* REQUIRED WORK: Find the line containing "thumb ip: (990, 873)". Retype it and every line after it through the end of the entries, exactly as written, with nothing added.

[SUPPLIED RECORDS — start]

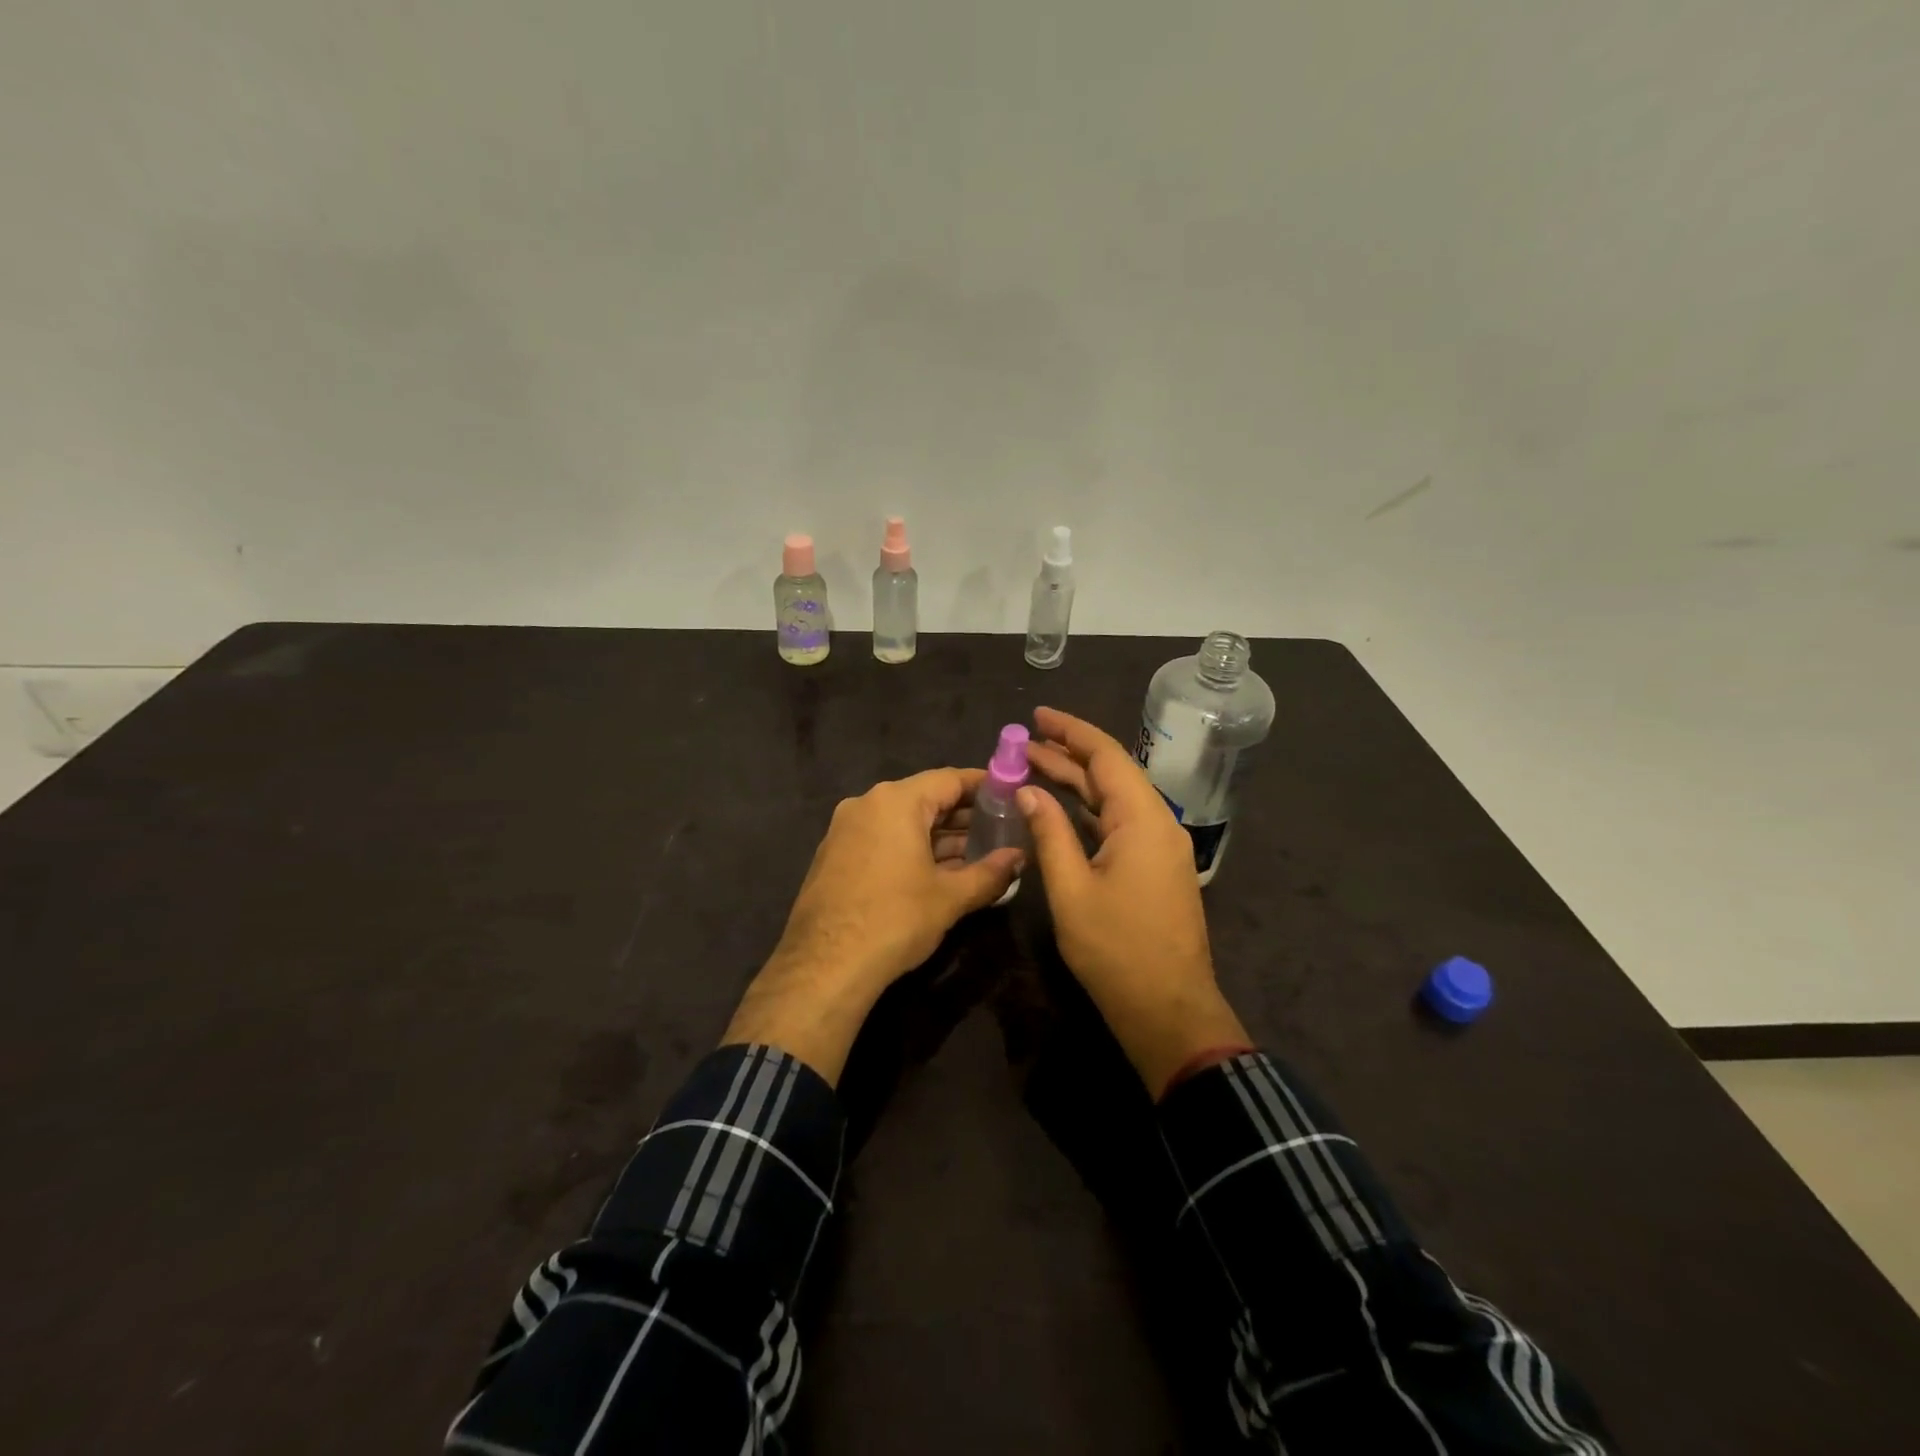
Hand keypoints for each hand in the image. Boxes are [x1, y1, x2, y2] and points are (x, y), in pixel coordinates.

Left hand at [724, 769, 1021, 1082]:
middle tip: (1001, 829)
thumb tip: (1019, 858)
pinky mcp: (835, 856)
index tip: (1011, 795)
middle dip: (964, 815)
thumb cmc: (894, 920)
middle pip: (925, 798)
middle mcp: (867, 804)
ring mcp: (846, 830)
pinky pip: (882, 839)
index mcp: (896, 802)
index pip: (949, 779)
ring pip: (903, 822)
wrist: (824, 966)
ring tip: (978, 854)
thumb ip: (990, 873)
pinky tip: (939, 872)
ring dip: (939, 836)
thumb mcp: (950, 897)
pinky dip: (912, 849)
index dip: (985, 786)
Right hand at [1020, 707, 1249, 1096]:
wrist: (1168, 1009)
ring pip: (1114, 799)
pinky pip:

[SUPPLIED RECORDS — finish]

* ANSWER TO THIS PROBLEM:
thumb ip: (990, 873)
pinky tip: (939, 872)
ring dip: (939, 836)
thumb mcp: (950, 897)
pinky dip: (912, 849)
index dip: (985, 786)
Right hand at [1020, 707, 1249, 1096]:
wrist: (1168, 1009)
ring pip: (1114, 799)
pinky pip:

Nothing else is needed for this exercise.